**Task requirements**
Collect every line below that contains the word "Freeway".

[Stored entries]

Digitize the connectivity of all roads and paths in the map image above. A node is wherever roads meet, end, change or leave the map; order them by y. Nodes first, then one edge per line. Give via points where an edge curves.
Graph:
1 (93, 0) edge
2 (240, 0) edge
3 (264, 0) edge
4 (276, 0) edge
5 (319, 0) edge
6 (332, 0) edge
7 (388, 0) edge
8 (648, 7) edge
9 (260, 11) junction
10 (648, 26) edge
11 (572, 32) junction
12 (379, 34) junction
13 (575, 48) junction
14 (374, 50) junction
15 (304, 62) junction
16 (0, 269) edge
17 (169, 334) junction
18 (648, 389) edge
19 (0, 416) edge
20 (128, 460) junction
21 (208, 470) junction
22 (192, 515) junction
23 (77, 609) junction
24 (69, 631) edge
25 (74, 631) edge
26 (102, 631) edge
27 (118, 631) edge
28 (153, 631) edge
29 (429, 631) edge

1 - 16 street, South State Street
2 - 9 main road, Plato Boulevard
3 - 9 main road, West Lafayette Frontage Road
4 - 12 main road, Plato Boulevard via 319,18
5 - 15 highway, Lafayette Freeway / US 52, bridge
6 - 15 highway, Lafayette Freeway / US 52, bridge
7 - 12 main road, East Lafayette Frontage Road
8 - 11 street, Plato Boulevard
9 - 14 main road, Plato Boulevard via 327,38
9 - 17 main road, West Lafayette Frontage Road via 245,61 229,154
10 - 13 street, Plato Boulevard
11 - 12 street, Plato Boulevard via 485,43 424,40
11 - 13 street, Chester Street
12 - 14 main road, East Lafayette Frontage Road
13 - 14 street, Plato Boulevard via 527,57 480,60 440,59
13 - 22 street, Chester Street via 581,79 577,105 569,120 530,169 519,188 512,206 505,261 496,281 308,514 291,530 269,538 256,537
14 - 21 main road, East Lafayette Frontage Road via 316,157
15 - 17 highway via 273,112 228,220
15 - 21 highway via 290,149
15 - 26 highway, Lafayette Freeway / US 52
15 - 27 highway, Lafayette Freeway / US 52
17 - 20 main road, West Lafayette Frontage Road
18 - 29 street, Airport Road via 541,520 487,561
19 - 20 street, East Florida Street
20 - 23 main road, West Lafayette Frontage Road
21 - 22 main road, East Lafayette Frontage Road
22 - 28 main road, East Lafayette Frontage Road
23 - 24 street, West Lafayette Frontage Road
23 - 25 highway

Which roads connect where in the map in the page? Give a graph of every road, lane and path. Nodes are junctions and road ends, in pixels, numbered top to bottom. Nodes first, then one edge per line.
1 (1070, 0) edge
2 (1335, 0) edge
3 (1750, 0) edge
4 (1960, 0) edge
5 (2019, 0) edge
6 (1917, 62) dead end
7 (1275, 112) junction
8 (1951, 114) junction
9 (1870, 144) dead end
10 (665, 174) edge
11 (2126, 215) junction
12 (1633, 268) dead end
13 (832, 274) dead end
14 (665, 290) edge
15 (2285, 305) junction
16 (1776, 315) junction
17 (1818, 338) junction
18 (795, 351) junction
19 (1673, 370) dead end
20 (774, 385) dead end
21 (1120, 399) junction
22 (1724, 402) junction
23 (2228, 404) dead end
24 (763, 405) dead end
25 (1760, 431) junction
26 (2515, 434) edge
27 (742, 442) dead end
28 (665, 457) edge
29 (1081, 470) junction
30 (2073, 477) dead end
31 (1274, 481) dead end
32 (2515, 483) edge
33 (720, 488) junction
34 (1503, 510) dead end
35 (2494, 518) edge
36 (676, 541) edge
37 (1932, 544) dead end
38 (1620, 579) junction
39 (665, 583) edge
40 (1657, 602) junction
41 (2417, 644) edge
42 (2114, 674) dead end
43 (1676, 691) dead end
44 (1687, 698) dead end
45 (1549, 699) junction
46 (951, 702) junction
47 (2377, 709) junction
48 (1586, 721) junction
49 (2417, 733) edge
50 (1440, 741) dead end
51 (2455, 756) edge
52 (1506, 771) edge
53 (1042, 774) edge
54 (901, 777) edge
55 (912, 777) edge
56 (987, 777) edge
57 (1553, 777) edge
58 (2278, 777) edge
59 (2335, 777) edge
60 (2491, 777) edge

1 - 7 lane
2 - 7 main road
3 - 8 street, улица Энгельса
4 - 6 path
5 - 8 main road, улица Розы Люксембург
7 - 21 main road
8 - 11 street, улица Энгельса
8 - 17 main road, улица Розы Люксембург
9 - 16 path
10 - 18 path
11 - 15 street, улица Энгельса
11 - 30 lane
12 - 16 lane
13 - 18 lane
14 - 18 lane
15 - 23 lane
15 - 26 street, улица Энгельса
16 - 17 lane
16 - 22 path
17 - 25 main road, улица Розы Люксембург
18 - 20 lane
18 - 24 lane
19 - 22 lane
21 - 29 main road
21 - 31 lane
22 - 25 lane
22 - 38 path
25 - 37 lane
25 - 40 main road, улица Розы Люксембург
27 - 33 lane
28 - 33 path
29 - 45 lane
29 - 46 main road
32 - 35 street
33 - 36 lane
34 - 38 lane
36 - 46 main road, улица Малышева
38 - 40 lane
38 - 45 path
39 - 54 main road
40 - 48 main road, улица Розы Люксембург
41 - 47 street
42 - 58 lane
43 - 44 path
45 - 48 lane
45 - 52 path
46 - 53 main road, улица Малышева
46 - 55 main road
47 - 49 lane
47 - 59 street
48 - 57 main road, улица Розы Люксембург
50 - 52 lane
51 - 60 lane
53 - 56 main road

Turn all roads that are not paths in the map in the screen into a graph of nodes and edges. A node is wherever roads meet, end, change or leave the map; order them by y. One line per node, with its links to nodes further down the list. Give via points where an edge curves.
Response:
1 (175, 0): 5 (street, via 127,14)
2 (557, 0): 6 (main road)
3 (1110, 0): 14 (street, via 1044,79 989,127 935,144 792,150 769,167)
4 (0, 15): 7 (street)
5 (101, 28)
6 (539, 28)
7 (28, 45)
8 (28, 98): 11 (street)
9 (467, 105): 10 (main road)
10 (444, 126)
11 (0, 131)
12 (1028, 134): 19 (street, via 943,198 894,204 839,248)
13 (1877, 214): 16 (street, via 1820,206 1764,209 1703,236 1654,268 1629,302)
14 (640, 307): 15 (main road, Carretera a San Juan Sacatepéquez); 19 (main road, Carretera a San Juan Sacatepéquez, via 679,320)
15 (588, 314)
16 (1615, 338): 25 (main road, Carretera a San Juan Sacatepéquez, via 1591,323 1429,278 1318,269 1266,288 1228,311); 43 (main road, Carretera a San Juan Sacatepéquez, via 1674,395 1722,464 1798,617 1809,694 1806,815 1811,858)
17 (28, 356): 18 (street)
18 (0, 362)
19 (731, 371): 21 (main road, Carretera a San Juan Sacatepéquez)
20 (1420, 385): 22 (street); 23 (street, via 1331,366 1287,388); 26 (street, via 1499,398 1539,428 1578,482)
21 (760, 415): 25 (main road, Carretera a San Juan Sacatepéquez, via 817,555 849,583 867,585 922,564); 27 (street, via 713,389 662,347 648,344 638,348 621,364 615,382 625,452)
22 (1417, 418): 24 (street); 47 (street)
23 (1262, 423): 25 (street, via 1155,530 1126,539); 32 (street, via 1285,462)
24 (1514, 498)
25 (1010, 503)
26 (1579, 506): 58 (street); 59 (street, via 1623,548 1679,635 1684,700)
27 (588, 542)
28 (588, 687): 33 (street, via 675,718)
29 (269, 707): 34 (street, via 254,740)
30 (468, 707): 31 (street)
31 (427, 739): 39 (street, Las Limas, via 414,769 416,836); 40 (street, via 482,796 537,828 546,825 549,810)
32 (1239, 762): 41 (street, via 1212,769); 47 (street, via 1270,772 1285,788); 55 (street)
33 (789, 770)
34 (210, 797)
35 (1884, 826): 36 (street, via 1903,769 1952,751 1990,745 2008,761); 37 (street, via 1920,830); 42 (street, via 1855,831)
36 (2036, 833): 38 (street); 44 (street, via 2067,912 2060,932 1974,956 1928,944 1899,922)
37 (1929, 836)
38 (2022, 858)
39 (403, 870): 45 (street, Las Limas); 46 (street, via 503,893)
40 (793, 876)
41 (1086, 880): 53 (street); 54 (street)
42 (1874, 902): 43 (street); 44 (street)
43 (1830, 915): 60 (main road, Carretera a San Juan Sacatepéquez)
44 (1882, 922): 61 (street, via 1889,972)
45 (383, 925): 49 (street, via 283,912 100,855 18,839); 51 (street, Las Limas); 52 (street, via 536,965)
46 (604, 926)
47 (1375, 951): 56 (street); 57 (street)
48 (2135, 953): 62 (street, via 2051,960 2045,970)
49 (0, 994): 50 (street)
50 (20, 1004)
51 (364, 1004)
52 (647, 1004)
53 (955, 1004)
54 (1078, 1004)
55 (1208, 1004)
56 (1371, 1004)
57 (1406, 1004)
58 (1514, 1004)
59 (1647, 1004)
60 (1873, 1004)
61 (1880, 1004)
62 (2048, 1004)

**Response to this exercise**
5 - 15 highway, Lafayette Freeway / US 52, bridge
6 - 15 highway, Lafayette Freeway / US 52, bridge
15 - 26 highway, Lafayette Freeway / US 52
15 - 27 highway, Lafayette Freeway / US 52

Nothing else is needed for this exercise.